Cada día vuelvo a confirmar que la oración es un trabajo. Un trabajo porque se necesita mucho
esfuerzo y empeño; un trabajo porque también tiene mucho de rutina y si no le ponemos novedad
corremos el riesgo de sentirnos aburridos. Y de dónde viene esa novedad? o mejor dicho, quién la
trae?. Pues Jesús, siempre Jesús.
Comienzo estas líneas así, porque sintiéndome cada día más humano (gracias a Dios) me doy
cuenta que la oración se me hace difícil, a veces pasan días y me siento como en el Salmo 62:
“como tierra reseca, agostada, sin agua”. Pero ya con un años de recorrido en el camino de fe,
y con toda humildad, puedo decir que pasar por estos momentos no me asusta tanto como antes.

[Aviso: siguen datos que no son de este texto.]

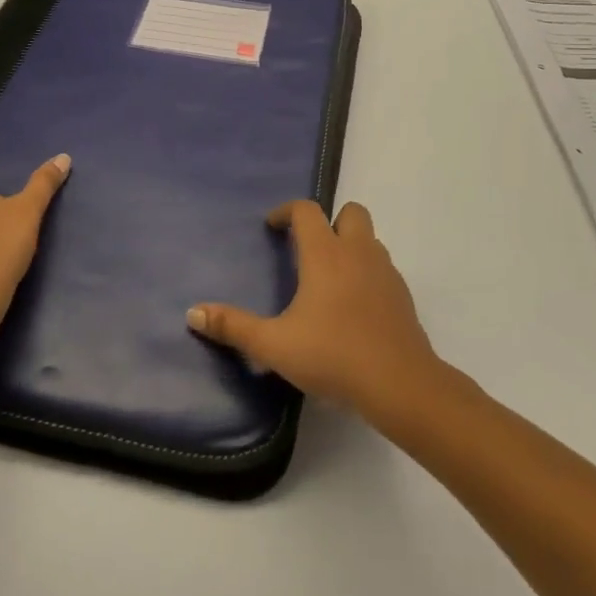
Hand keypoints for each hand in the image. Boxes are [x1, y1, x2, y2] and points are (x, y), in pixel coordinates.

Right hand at [187, 200, 440, 417]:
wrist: (399, 384)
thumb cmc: (333, 356)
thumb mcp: (274, 345)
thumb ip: (233, 327)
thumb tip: (193, 313)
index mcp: (325, 254)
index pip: (307, 211)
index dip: (287, 211)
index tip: (272, 227)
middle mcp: (358, 252)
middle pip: (351, 212)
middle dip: (330, 220)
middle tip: (309, 248)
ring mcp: (385, 272)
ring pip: (370, 239)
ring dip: (350, 245)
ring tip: (329, 278)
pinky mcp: (403, 295)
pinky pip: (382, 268)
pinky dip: (367, 273)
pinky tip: (353, 307)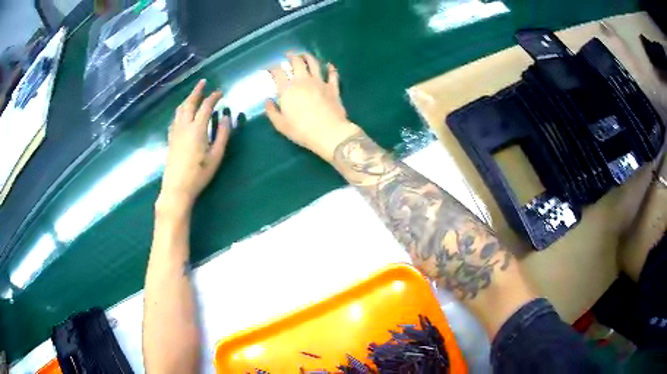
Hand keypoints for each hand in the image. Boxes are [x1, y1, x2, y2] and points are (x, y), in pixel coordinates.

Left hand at [158, 79, 229, 212]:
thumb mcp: (216, 156)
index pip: (206, 106)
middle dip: (197, 91)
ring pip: (180, 109)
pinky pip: (175, 118)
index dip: (213, 97)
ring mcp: (175, 132)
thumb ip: (223, 135)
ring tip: (193, 94)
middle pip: (189, 103)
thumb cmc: (199, 174)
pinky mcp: (170, 139)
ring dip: (187, 99)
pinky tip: (182, 113)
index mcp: (197, 129)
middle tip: (203, 82)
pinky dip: (180, 110)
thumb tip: (227, 117)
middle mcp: (184, 126)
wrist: (176, 188)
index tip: (220, 92)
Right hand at [266, 53, 359, 161]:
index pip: (278, 72)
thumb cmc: (302, 131)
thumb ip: (272, 111)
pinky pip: (332, 74)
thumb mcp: (281, 125)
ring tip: (304, 55)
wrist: (329, 133)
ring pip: (314, 63)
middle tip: (288, 54)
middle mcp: (303, 81)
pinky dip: (331, 68)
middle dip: (291, 56)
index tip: (269, 68)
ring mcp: (320, 82)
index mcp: (288, 89)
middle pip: (297, 62)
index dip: (272, 68)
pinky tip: (329, 65)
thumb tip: (267, 101)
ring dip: (308, 57)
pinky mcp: (333, 87)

Digo esto porque el caminar como peregrino junto a la Iglesia, y con personas que acompañan ese
camino he podido comprender que Dios no se deja ganar en generosidad, que siempre me espera,
aun cuando no siempre tengo ganas de regresar.
Frente a esta experiencia, un amigo monje me regaló las siguientes palabras:
“A veces creo que Dios escucha más la oración de los pecadores que de los Santos, porque quiere
conquistar nuestra confianza y darnos vivas muestras de su misericordia. A los Santos ya los tiene
de su mano.
¡Seas por siembre bendito oh Dios, que te sientas a comer con publicanos y pecadores! y con tu
ternura, igual que a Mateo, el publicano, nos llamas a dejar nuestros puestos para ir detrás de ti.
Feliz aquel que se deja encontrar por el Buen Pastor, quien dejando una vez más a las 99 ovejas
del redil, sale a buscar a la que estaba perdida”
Abba Ioseph Ignatius, monje
Al principio recibí esa “frase monástica” como una más, pero después me dí cuenta que no me fue
indiferente. Muy al estilo ignaciano que algo he podido conocer estos últimos años pude “rumiar”
esta frase y con los días ir decantando lo que Jesús me quería decir.
Toda esta reflexión tuvo un momento cúlmine un día domingo en Misa.
Sin tenerlo muy presente, después de comulgar me vi en esos momentos en que “no sé que decir”,
y pese a saberme con Dios, no tenía palabra alguna para hacer oración.
Fue en ese instante en que me sentí en escena. Siendo protagonista de mi propio Evangelio.
Siendo yo esos múltiples pecadores que sintiéndose inferiores tuvieron la gracia de compartir
“la mesa” con el Señor. Con ese Jesús que no les mira su profesión ni como andan vestidos,
tampoco cuántos pecados han cometido, sino que mira sus ojos y toca su corazón con sus gestos y
palabras.
Así me sentí. Compartiendo el pan y la fraternidad junto a otros, sabiéndome enteramente amado
y jamás juzgado por Jesús, que como siempre me espera, para que vaya a su mesa, incluso
cuando no tengo nada que decir, sino solamente puedo “estar” allí, en silencio y Él, sin mirar
mis faltas o mi debilidad, me vuelve a encontrar.